Sam empfand einen Anflug von Schuldgefühlen, während er Dean im Gang umherschleichen und vor sich hin murmeln sah.
,,Vielleicht sollten wir uns einfach etwas zum Mittag holen?" Essen würde helfen. Wenn sie aßen, wurde Dean nicht annähernd so nervös, falls Cas auftauchte.
,,Ja. Hier-" Er überreichte Sam sein Portemonnaie. ,,Bezahl für meinen Kram. Ich brauche etwas Luft. Eine Menge Luft."
Dean verschwand am Ende des Ganges und ließ Sam zurück, der ihm hinterherstarrte.
,,Ich denke immer noch, dass das eine schlechte Idee ist." Sam fuhr zusammen, als Cas von hinten auf ihn zukam. ,,Jedes Mal, wenn ich das tue, ist er so unruhig und schreckhaft. Ich weiß nicht, wie du von ihm Entspannung verlangst."
,,Nun, scheinbar ist Essen der Trick. Wenn wir essen, tut er nicht so, als ob er wegrennen will. Du kannst dich unserer Mittagsrunde also anschließen. Ich werde jetzt bezahlen, gib mir ungefähr zwanzig Minuten, okay?"

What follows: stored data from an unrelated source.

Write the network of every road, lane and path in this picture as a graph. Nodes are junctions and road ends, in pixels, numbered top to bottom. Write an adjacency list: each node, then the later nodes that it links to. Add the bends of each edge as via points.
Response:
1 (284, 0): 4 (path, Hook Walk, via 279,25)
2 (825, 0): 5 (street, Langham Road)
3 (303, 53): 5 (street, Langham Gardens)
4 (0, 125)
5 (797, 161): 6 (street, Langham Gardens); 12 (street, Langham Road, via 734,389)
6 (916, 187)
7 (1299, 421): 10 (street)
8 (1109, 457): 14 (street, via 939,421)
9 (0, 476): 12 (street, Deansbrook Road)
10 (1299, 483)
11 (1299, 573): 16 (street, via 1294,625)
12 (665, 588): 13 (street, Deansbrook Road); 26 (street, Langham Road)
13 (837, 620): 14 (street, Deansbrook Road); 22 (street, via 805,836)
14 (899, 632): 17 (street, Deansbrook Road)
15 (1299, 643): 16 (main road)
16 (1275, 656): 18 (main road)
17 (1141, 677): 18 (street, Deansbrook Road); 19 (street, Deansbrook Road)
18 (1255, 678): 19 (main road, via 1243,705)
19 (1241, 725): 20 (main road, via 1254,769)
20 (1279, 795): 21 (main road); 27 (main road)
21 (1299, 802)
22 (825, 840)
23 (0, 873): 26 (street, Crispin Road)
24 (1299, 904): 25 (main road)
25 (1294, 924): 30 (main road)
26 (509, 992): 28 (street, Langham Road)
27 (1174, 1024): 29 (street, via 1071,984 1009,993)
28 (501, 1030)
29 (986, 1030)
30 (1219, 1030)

Eine Gewitterwolke zog über Cas' Gesicht. Es war klar, dass er mit Sam diskutieren wollte, doch der wusste auch, dass Cas Zeit mit Dean verbringen wollte. Er sah zu, wie Cas seine Bedenken unterdrückte.
,,Gut. Zwanzig Minuten."
,,Klingt nach einem Plan." Sam lächelte, schob seinen Wagen in den Gang und ließ Cas zurück.
Alles verlief wunderbar. Es war nur eine Frage der Zeit, bis Dean realisierte, dass er tatsächlich Zeit mit Cas verbringen wollte, und Sam nicht mehr den Vermittler spielen musste.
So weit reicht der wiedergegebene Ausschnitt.